The tall and thick evergreens kept the biting wind down and at bay, shielding Frostrar from the very worse of it. He'd been prowling on one of the forests' many herds of deer. Too well the Berserker understood that he would not be able to take down a deer by himself — at least not one of outstanding health or an adult. A fawn he could manage ...if he could herd it away from it's mother and the herd, or one of their sickly or elderly. Preferably an elder that was sickly, at that. He was an astute hunter, of course, he had to have been to have survived this long upon his own. It was instinct to seek out the weak as his targets (likely why he had that complex when it came to wolves, as well). Nerian had been no hunter, and to him, his brothers had been as docile and fragile as their priestess mother. He was not a nurturer by nature, he enforced and if they could not keep up then they were left for dead. Of course, this was always an unclear boundary line when it came to his mother and brothers. He had taken it upon himself to protect and lead them, this meant standing up for them and carrying their weight, at times. He argued that they were not dead weight and that if did not stand up for them then no one would. 

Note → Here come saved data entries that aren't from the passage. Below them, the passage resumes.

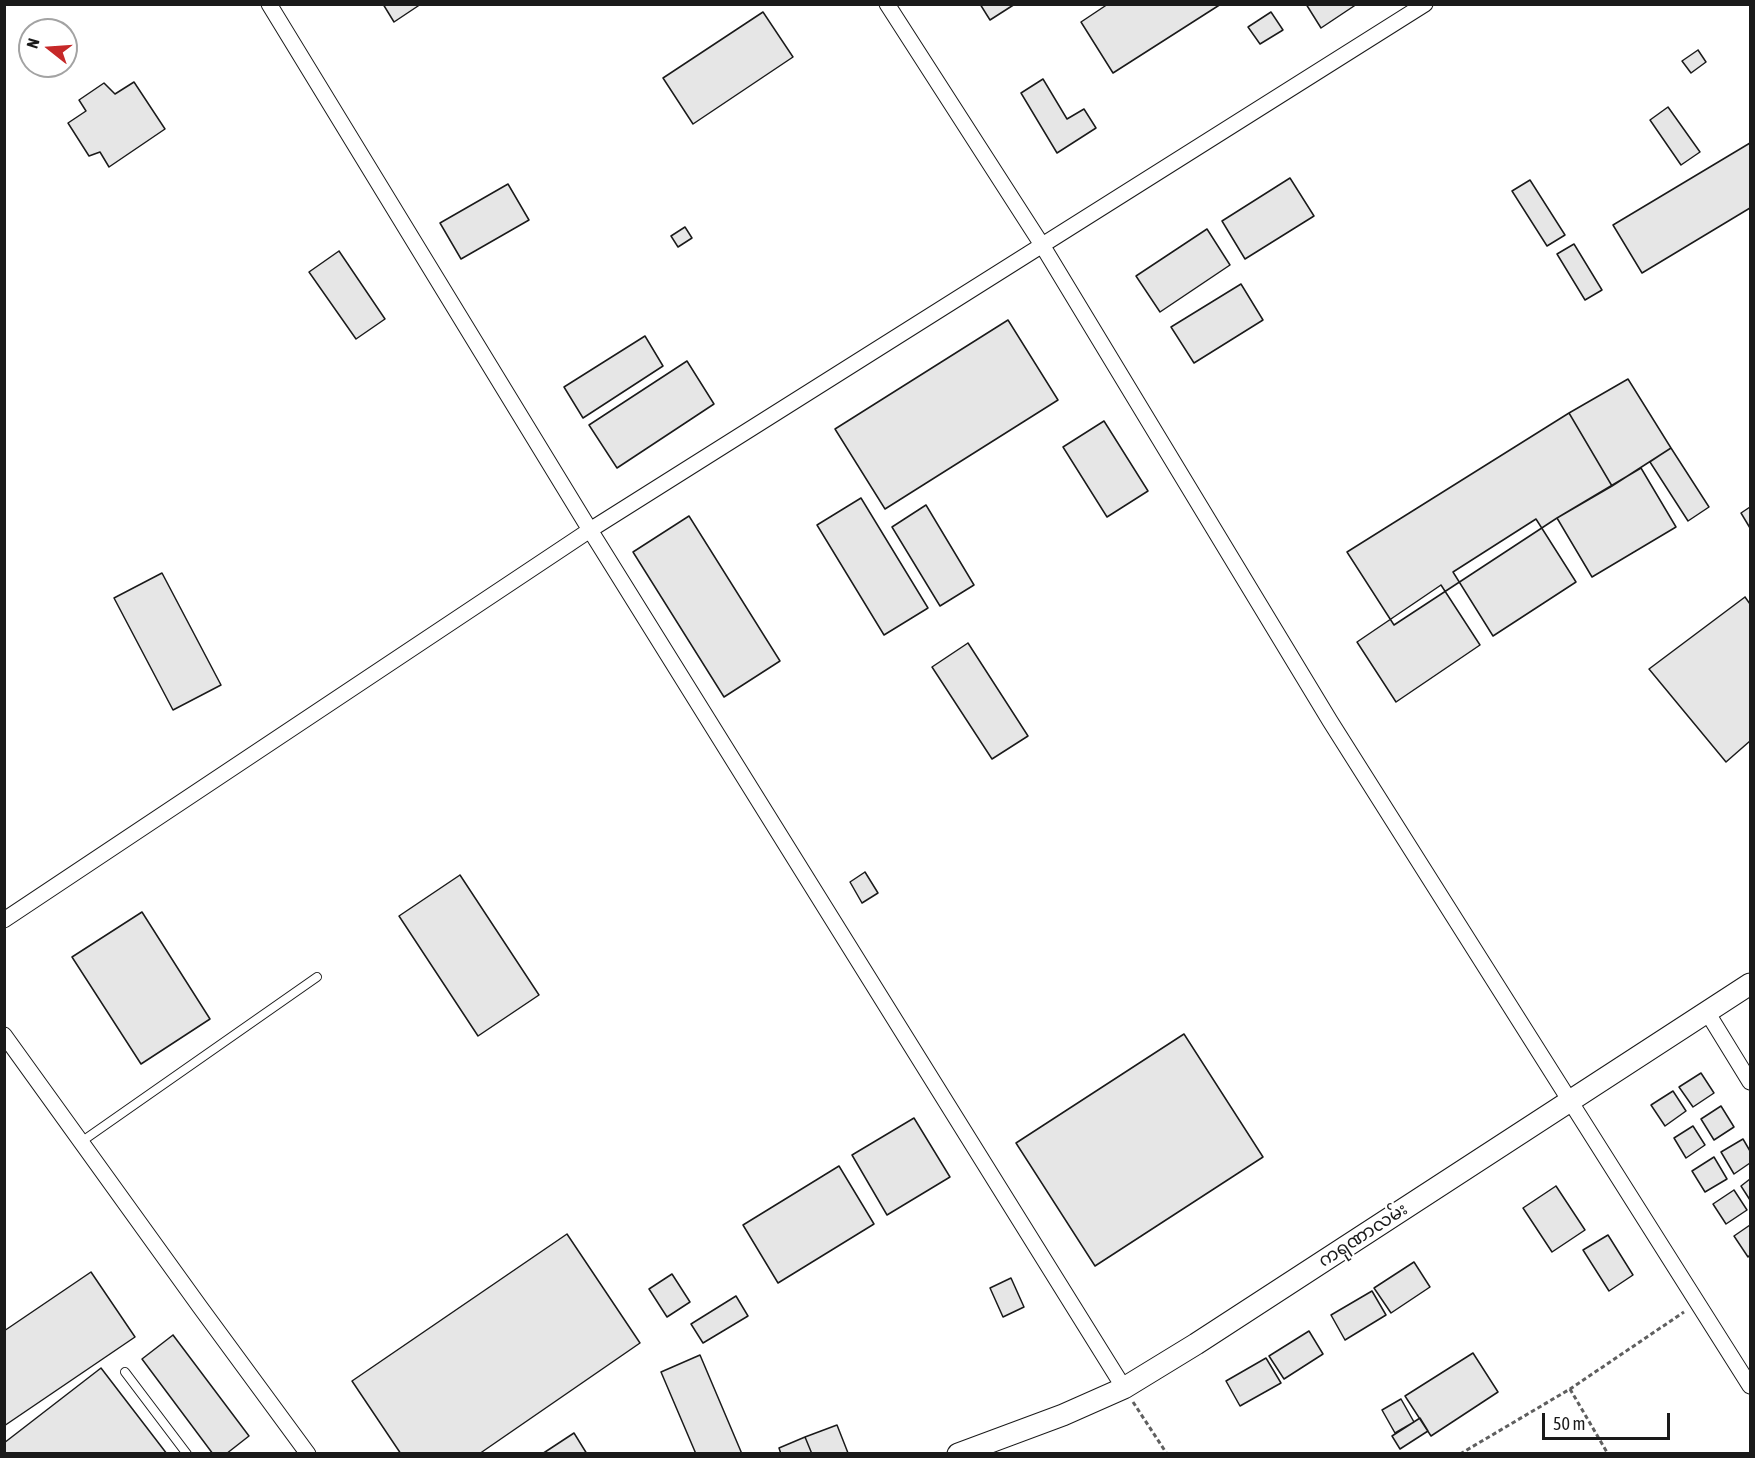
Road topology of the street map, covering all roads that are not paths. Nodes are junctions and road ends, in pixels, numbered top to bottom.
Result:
1 (268, 4) edge
2 (887, 4) edge
3 (1425, 4) edge
4 (1042, 245) junction
5 (590, 530) junction
6 (4, 920) edge
7 (317, 977) dead end
8 (1750, 984) edge
9 (1707, 1012) junction
10 (4, 1035) edge
11 (1750, 1082) edge
12 (1570, 1100) junction
13 (81, 1142) junction
14 (125, 1372) dead end
15 (1750, 1386) edge
16 (1124, 1388) junction
17 (187, 1454) edge
18 (308, 1454) edge
19 (958, 1454) edge

1 - 5 street
2 - 4 street
3 - 4 street
4 - 5 street
4 - 12 street
5 - 6 street
5 - 16 street
7 - 13 lane
8 - 9 street, ကရုဏာလမ်း
9 - 11 street
9 - 12 street, ကရုဏာလမ်း
10 - 13 street
12 - 15 street
12 - 16 street, ကရုဏာလမ်း
13 - 18 street
14 - 17 lane
16 - 19 street, ကရုဏာလမ်း

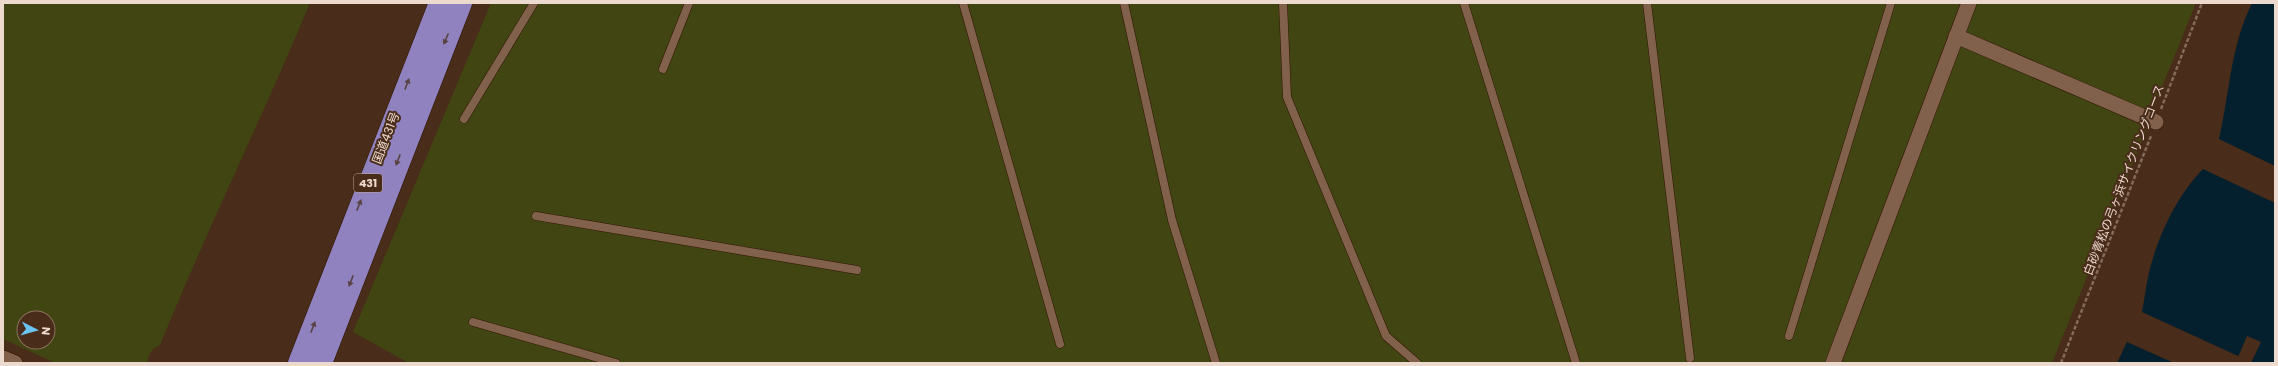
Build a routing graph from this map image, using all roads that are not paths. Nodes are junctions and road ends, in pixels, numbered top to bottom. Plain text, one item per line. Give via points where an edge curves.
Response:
1 (440, 3) edge
2 (461, 3) edge
3 (534, 3) edge
4 (689, 3) edge
5 (963, 3) edge
6 (1124, 3) edge
7 (1283, 3) edge
8 (1464, 3) edge
9 (1647, 3) edge
10 (1890, 3) edge
11 (1969, 3) edge
12 (1956, 36) junction
13 (663, 69) dead end
14 (464, 119) dead end
15 (2156, 122) road end
16 (536, 216) dead end
17 (857, 270) dead end
18 (473, 322) dead end
19 (1788, 336) dead end
20 (1060, 344) dead end
21 (3, 358) edge
22 (1690, 358) dead end
23 (15, 363) edge
24 (299, 363) edge
25 (320, 363) edge
26 (616, 363) edge
27 (1216, 363) edge
28 (1417, 363) edge
29 (1576, 363) edge
30 (1833, 363) edge

24 -> 1 highway, 国道431号 / 431
2 -> 25 highway, 国道431号 / 431
3 - 14 lane
4 - 13 lane
5 - 20 lane
6 - 27 lane via 1172,220
7 - 28 lane via 1287,97 1386,336
8 - 29 lane
9 - 22 lane
10 - 19 lane
11 - 12 street
12 - 15 street
12 - 30 street
16 - 17 lane
18 - 26 lane
21 - 23 street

Hypocritical was what he was, admittedly. His rule didn't count for family members — only everyone else. Nevertheless, it didn't much matter now. Sif had agreed to watch over them and he had struck out on his own, selfish as it was. The familiar click of their joints, the soft patter of hooves against snow and cushioning moss caused both ears — scarred and unblemished — to rise to attention atop his skull as he sulked down low, creeping forth, pushing slowly through the ferns though not so far as to dismiss their camouflage. There was two he saw, a doe, heavily pregnant lain upon the soft mosses of the forest floor, her sides heaving with each heavy pant and the occasional bleat, and a stag standing guard though he grazed lazily at the saplings beneath the snow and pines. For a moment Frostrar gave a pause, pupils narrowing within their pools of red irises as he contemplated the scene before him, seconds before it began to make sense: the doe was giving birth. 

Nearly perfect, except for the stag lingering close by her. Frostrar slowly crept back out of the ferns to the clearing on the other side of the one the deer were in and back tracked so that he would not draw attention to himself as he considered his plan.